I second Sascha's concerns. If you're an official representative of Wikipedia and are serving on a committee designed to make sure that people are following the policies, then it's not your place to pick and choose which policies you will enforce.
RickK
Sascha Noyes sascha@pantropy.net wrote: On Friday 23 January 2004 05:51 pm, Sean Barrett wrote:
If you think that personal attacks on other wikipedians are OK, then please advocate for the "no personal attacks" rule to get repealed.
I advocate the enforcement of the agreed-upon rules that are specified in [[Wikipedia:Policy]], which happens to include [[Wikipedia:No personal attacks]]. Your characterisation of the desire of wikipedians that personal attacks should halt as 'Mommy, he called me xxx" and "whinging" is both condescending and illogical, given that "no personal attacks" happens to be a wikipedia policy. I have quoted it before, and I shall quote it again (from [[Wikipedia:No personal attacks]]):
Sorry, no. I am not going to try to change the policy. Rather, when a case comes before the arbitration committee that consist of nothing more substantial than name-calling, I will recuse myself.

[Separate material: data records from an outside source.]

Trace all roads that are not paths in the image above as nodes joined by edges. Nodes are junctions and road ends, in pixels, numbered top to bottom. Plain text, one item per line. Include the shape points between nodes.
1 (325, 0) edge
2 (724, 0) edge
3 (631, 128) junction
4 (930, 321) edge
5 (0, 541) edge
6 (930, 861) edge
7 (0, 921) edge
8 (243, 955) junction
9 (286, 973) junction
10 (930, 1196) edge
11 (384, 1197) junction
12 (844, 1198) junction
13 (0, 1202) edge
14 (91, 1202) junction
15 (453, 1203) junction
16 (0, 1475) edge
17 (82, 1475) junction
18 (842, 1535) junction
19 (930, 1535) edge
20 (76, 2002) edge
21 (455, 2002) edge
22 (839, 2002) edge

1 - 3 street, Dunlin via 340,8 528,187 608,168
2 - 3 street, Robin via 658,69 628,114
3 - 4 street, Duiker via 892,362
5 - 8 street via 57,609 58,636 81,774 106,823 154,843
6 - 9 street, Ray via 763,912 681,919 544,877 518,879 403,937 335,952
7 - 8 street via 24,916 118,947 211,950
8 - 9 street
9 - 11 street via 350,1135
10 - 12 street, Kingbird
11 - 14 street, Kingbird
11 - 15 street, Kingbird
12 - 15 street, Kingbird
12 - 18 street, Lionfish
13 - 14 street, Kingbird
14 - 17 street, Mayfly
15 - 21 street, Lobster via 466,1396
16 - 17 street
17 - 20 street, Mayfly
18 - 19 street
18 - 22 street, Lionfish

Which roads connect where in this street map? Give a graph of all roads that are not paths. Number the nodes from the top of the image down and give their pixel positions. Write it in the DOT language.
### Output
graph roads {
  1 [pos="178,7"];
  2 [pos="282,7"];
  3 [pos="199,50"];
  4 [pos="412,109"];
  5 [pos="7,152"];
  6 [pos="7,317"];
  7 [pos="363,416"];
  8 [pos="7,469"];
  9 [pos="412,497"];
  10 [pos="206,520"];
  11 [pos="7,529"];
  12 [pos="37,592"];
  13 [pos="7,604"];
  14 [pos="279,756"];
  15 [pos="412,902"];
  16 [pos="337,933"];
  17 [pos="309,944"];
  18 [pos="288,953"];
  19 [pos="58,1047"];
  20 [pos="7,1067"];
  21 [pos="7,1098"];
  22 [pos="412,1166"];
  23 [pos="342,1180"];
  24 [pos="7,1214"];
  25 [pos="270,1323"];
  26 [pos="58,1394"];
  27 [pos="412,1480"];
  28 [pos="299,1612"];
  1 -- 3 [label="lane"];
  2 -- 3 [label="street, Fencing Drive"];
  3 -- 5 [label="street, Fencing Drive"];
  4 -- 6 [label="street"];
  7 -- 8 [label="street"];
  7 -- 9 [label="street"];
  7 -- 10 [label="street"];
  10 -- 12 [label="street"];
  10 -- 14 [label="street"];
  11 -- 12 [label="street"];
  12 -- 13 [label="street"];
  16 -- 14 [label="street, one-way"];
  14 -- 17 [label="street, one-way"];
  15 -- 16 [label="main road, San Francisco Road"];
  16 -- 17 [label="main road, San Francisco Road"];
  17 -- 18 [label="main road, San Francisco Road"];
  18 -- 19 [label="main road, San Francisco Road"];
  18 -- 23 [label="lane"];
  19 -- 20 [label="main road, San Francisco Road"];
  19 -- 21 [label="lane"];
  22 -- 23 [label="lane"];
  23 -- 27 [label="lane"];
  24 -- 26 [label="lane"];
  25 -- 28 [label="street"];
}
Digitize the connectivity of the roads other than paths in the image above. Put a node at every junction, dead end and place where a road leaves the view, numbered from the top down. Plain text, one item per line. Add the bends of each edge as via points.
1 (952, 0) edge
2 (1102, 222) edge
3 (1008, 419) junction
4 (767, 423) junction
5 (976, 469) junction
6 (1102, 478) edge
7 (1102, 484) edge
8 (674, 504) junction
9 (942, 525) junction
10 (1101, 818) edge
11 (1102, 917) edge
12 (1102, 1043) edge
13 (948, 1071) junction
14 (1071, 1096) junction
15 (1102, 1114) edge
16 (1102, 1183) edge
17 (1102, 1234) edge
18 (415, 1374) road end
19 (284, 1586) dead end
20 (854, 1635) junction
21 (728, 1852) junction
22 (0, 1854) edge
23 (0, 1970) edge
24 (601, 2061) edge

So what you're saying is that you don't want to enforce [[Wikipedia:No personal attacks]]. So who will enforce this rule? As I have stated before, we should either enforce our rules or stop paying lipservice to them and scrap them.
My characterization is "illogical"? Non-sequitur -- I'm not a Vulcan. "Condescending"? You're absolutely right. After all, my /six-year-old/ doesn't need my help to handle simple name-calling.
I question your suitability for the role of arbitrator based on your condescention towards those who want the wikipedia policies enforced.